Chickenpox: Ataxia resulting from chickenpox is common, but can appear during the healing stages.
Vitamin E or B12 Deficiency: Not getting enough of these vitamins or having a disorder that leads to insufficient absorption can be a cause of ataxia.
Ataxia is diagnosed when the condition of the brain is studied. MRI and CT scans are used to detect bleeding in the skull or the presence of an aneurysm that will likely lead to blood clotting.
Symptoms and Pathophysiology of Cerebellar Ataxia
The pathophysiology of Cerebellar Ataxia is progressive in nature. A patient suffering from this condition is in extreme discomfort because he cannot perform everyday activities and becomes highly dependent on caregivers.
Ataxia and stroke symptoms include the following:
• Abnormal motor movements that lack coordination. A patient can hardly walk, bend down or write anything because muscle movements are irregular and wayward.
• Spurred speech that makes the patient stutter. Speech recognition and delivery is controlled by the brain. If this part of the cerebellum is damaged by the stroke, slurred speech is a result.
• Vocal changes mean that a patient’s voice becomes very different from what it used to be.
• Eye coordination is also affected by ataxia and stroke. Eye movements become repetitive or uncontrolled.

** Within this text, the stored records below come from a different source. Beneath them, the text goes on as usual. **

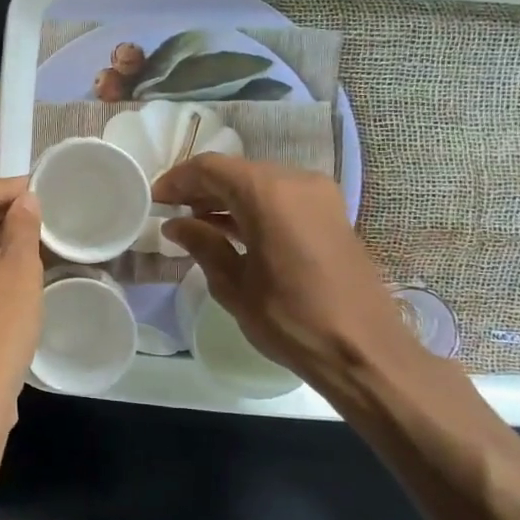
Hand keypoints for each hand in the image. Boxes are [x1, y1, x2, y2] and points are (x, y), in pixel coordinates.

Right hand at [152, 156, 422, 386]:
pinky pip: (282, 198)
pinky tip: (231, 231)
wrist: (364, 351)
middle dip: (201, 188)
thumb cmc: (291, 319)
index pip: (210, 168)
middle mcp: (296, 181)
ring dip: (227, 198)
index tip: (154, 199)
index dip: (177, 180)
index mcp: (268, 193)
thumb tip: (176, 225)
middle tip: (172, 212)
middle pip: (237, 171)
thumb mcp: (234, 285)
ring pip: (260, 183)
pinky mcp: (332, 214)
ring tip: (196, 223)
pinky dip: (253, 207)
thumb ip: (203, 245)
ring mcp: (320, 196)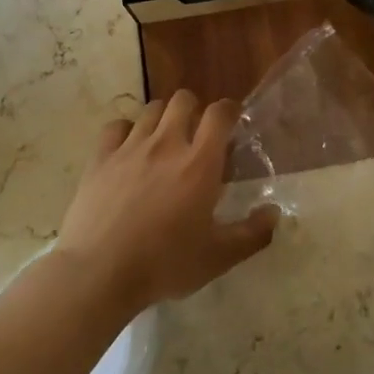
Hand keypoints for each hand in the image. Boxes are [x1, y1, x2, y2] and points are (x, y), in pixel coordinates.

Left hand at [55, 91, 277, 314]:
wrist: (99, 273)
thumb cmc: (164, 264)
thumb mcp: (218, 257)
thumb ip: (252, 234)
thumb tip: (274, 213)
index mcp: (200, 163)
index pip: (219, 114)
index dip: (229, 110)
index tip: (232, 120)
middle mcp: (167, 144)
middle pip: (183, 100)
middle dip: (194, 109)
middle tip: (196, 134)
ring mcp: (130, 148)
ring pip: (151, 109)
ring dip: (162, 118)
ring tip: (163, 140)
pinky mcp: (100, 158)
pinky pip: (116, 127)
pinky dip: (126, 131)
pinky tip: (128, 149)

• Trembling fingers. Ataxia affects the fingers first. They become bent and lose flexibility.
• Swallowing becomes a big problem. Muscles in the throat are used when a person swallows. Without adequate muscle control and coordination, this simple act becomes impossible for ataxia and stroke patients.
• Headaches are constant and persistent.
Treatment of Cerebellar Ataxia
Treatment of Cerebellar Ataxia depend on the type of ataxia a patient has and the extent of damage caused to the brain. However, despite the treatment, in most cases medication for ataxia is used to relieve symptoms. It can hardly reverse the condition or improve it.

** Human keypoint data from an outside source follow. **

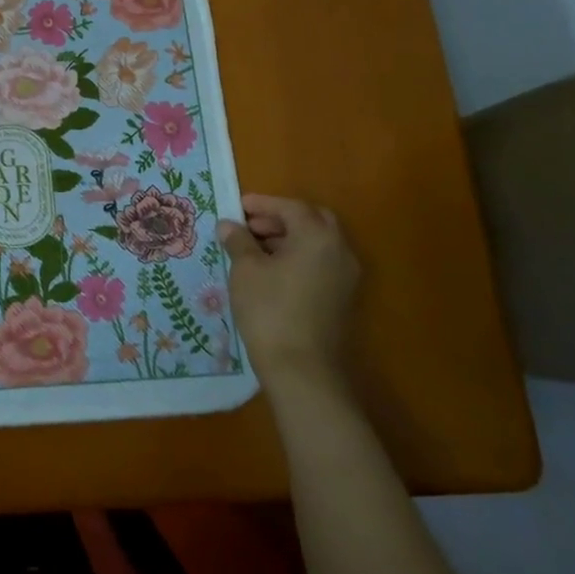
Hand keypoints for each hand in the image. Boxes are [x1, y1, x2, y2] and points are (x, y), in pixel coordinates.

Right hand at [218, 194, 361, 395]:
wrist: (302, 369)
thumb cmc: (270, 310)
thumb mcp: (245, 270)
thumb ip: (238, 241)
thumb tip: (229, 225)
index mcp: (318, 237)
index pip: (291, 207)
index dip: (262, 204)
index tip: (237, 207)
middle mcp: (340, 250)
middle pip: (311, 221)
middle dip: (279, 218)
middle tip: (249, 225)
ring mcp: (346, 276)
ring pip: (317, 243)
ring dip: (288, 238)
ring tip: (254, 249)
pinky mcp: (342, 298)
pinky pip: (320, 264)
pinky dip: (298, 258)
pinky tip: (271, 272)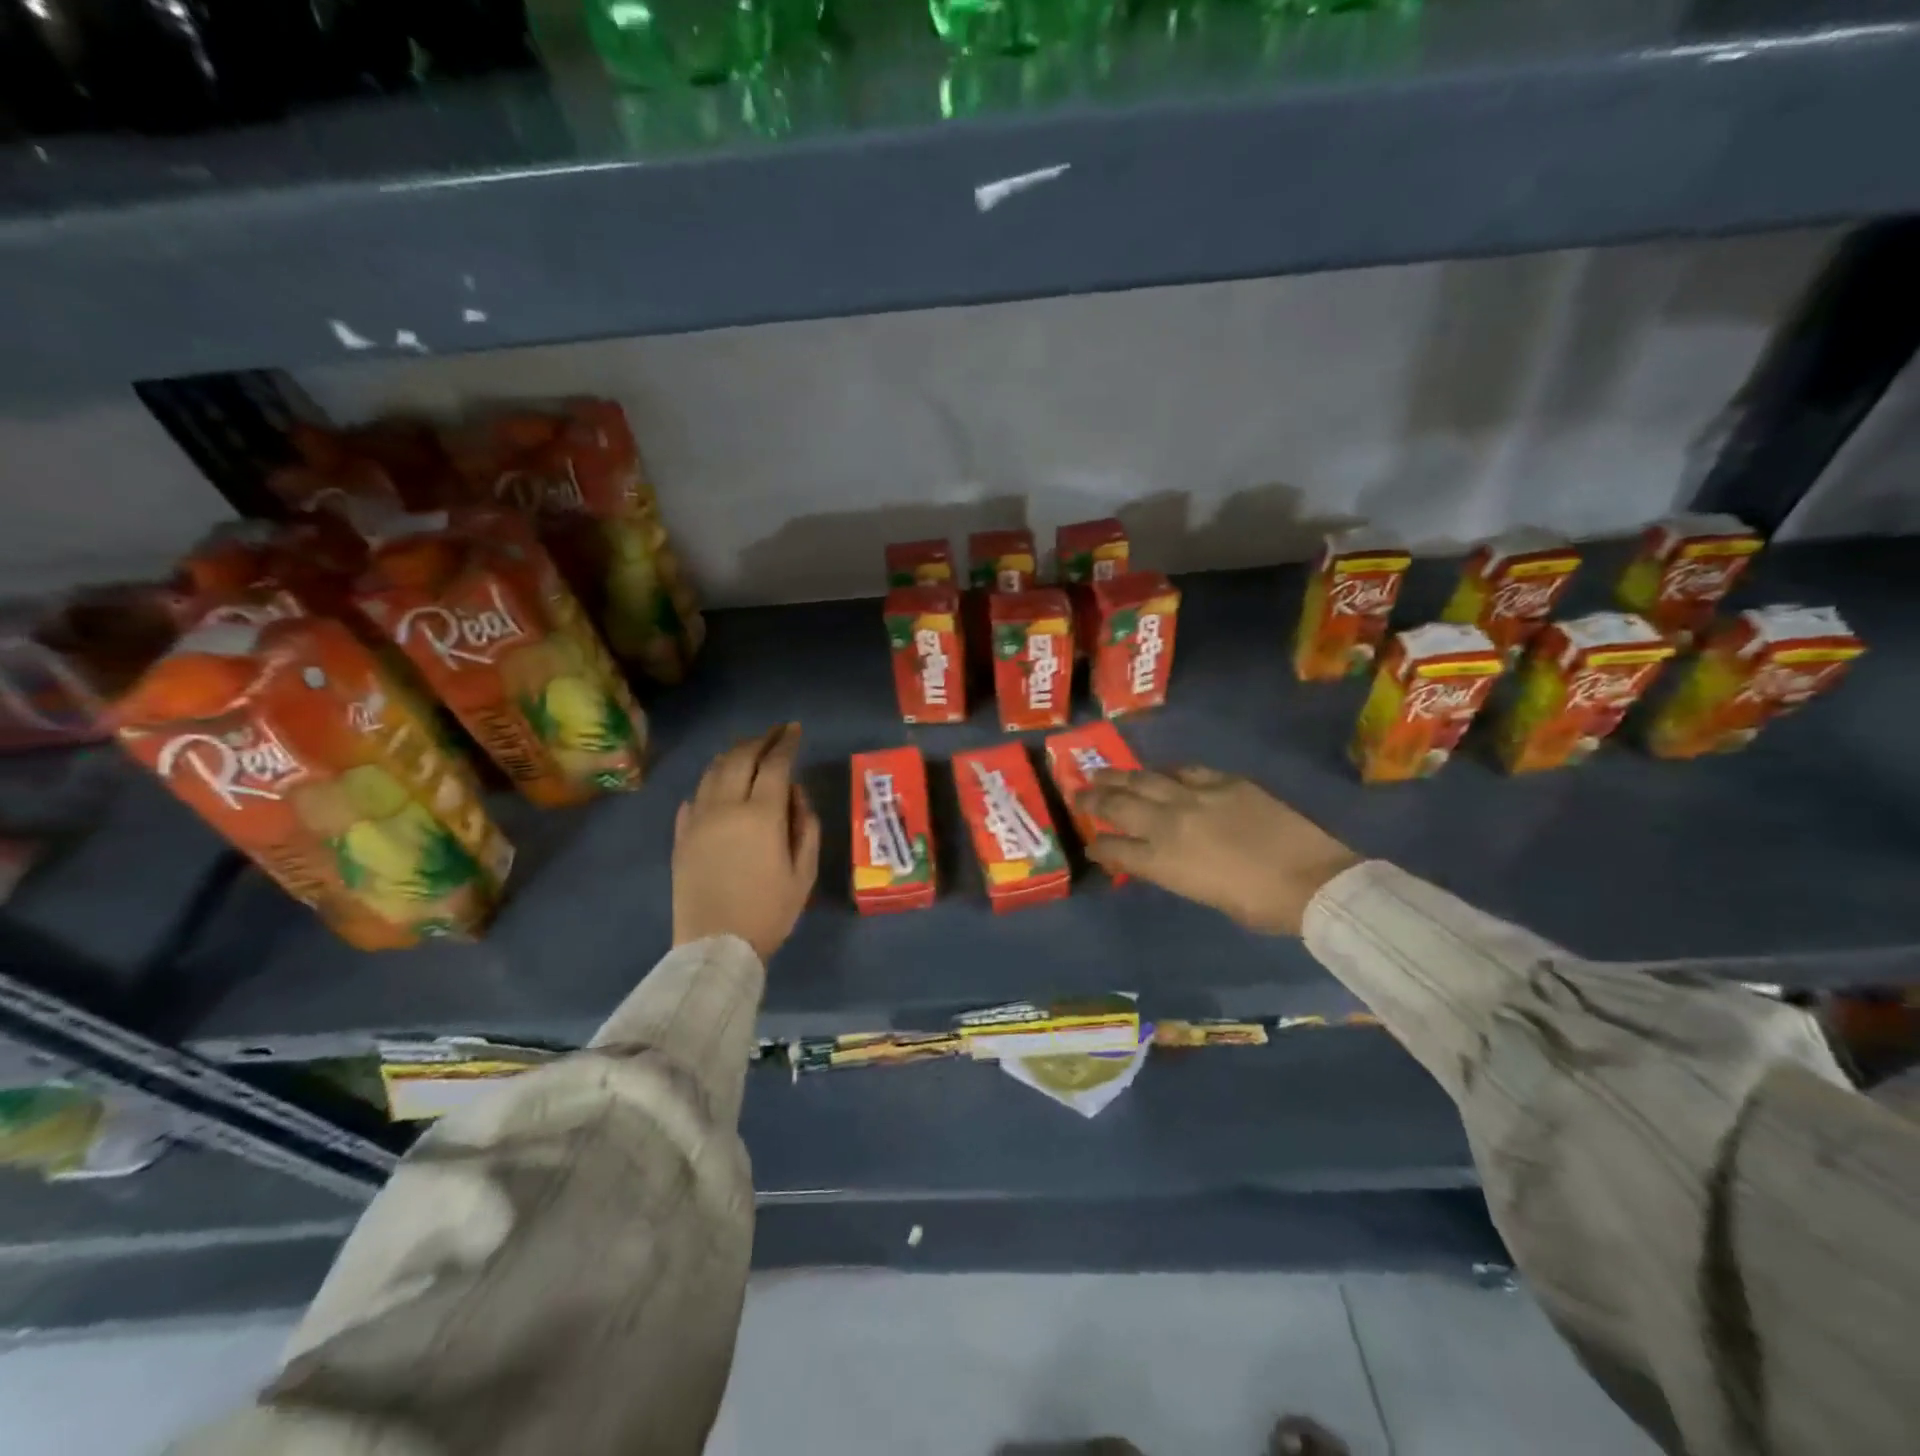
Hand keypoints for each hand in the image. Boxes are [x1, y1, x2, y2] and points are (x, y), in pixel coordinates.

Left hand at [673, 724, 820, 961]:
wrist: (716, 947)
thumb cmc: (770, 911)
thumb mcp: (805, 871)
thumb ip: (806, 825)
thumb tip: (795, 793)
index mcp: (761, 815)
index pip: (775, 764)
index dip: (787, 742)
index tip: (795, 730)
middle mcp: (726, 807)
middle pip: (740, 757)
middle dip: (760, 739)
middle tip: (775, 732)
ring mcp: (697, 819)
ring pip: (712, 771)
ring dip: (733, 754)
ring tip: (748, 749)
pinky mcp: (680, 836)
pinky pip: (694, 797)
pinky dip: (710, 782)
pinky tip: (718, 785)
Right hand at [1077, 767, 1359, 936]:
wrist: (1311, 881)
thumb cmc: (1258, 905)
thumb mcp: (1203, 894)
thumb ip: (1173, 871)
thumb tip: (1161, 858)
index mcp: (1161, 861)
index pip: (1114, 849)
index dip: (1099, 846)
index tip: (1091, 844)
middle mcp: (1168, 824)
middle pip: (1119, 806)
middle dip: (1093, 799)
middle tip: (1077, 792)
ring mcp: (1195, 797)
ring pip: (1144, 780)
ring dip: (1118, 776)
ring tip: (1100, 771)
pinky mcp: (1223, 782)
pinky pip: (1185, 771)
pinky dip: (1167, 772)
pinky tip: (1160, 772)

Ataxia which comes about as a result of temporary ailments like chickenpox or viral infections usually resolves on its own. In the context of Strokes, medications for ataxia are those that are given to improve the condition of the brain in the aftermath of a trauma. If the underlying brain injury can be cured using treatment for Cerebellar Ataxia- with normal function restored to the cerebellum- the condition can be improved.

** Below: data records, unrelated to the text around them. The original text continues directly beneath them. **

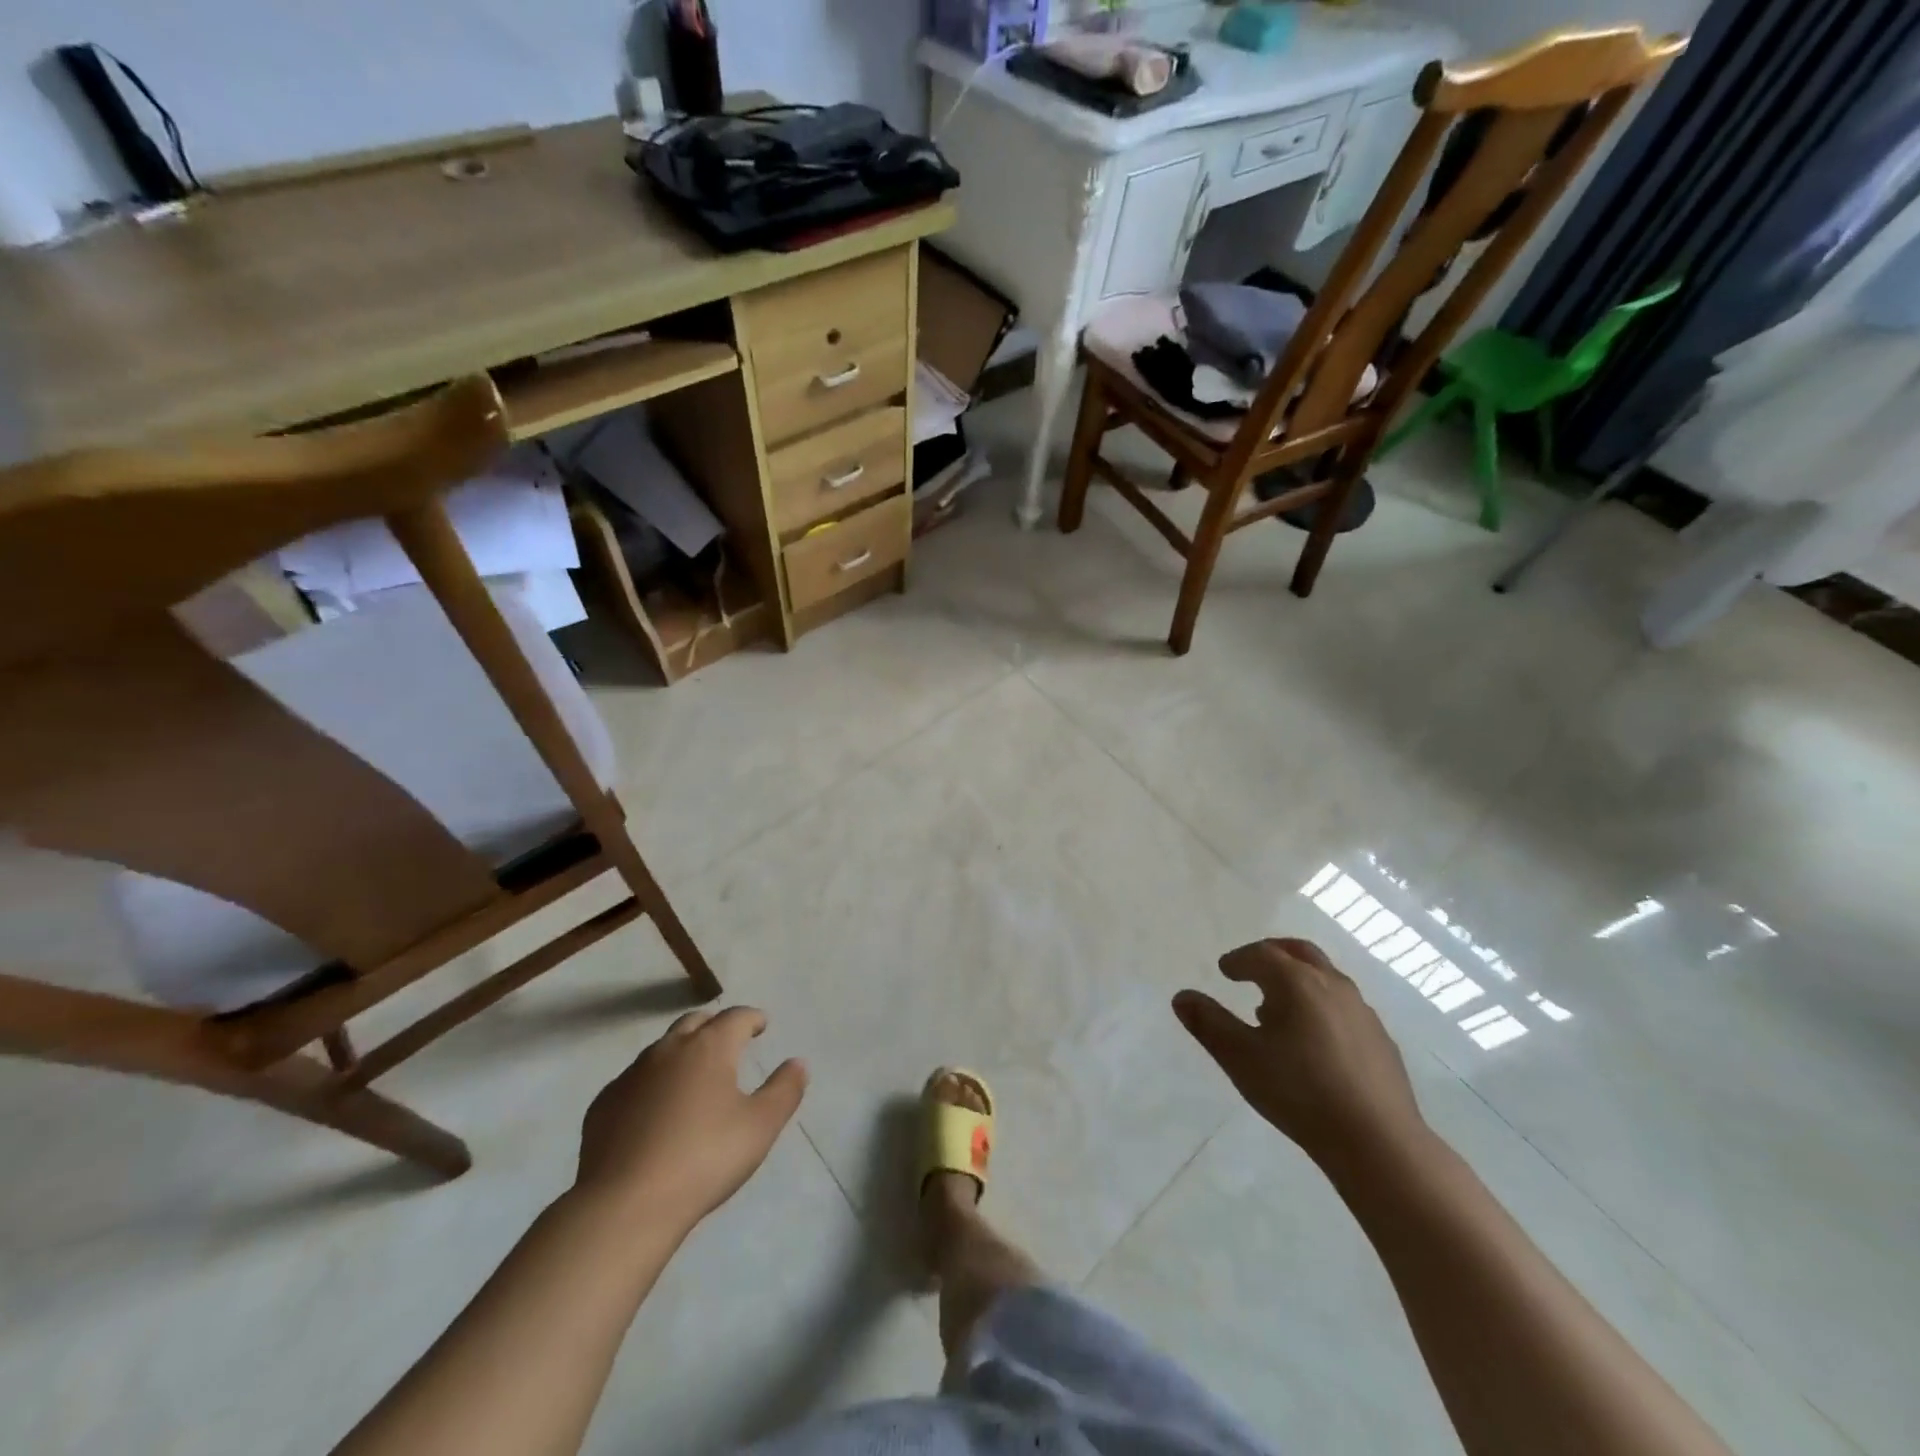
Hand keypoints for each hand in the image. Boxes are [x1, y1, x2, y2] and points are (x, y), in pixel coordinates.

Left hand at [573, 1007, 807, 1232]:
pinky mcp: (603, 1104)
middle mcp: (669, 1049)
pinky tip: (654, 1110)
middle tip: (728, 1040)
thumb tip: (798, 1063)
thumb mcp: (761, 1126)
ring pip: (661, 1049)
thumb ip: (784, 1090)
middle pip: (695, 1022)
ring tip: (693, 1075)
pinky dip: (651, 1083)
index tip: (761, 1025)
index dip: (752, 1018)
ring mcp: (631, 1075)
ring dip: (681, 1052)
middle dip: (715, 1026)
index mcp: (710, 1047)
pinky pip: (634, 1081)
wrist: (625, 1206)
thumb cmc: (704, 1159)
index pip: (736, 1016)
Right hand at [1174, 938, 1428, 1174]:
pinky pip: (1344, 1006)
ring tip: (1278, 1008)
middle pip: (1299, 952)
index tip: (1224, 970)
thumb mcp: (1240, 1058)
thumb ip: (1208, 1023)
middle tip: (1252, 967)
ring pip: (1325, 978)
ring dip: (1298, 980)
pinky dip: (1321, 1005)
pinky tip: (1313, 1040)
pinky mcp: (1381, 1040)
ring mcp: (1362, 1011)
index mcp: (1296, 982)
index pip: (1261, 954)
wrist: (1378, 1141)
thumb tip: (1181, 997)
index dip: (1239, 959)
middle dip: (1272, 954)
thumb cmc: (1299, 1092)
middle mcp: (1332, 985)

• Speech and Language Therapy
This is an important treatment for Cerebellar ataxia. Speech and language therapy is used to help patients with talking and swallowing. A speech therapist guides patients on how to make their voice clearer so that words can be made out by others. Patients are told to focus on breathing, change postures while speaking and talk slowly.
• Occupational Therapy
As movement and mobility slowly declines, an ataxia patient has to get used to alternative ways to do everyday chores. Use of mobility devices is part of this treatment plan. Occupational Therapy is particularly important for ataxia and stroke to give patients some level of independence and responsibility.
In the treatment of Cerebellar Ataxia, physiotherapy is essential because it helps maintain the use of arms and legs. Regular muscle strengthening exercises help in movement and also reduce the risks of muscles getting stuck in one position.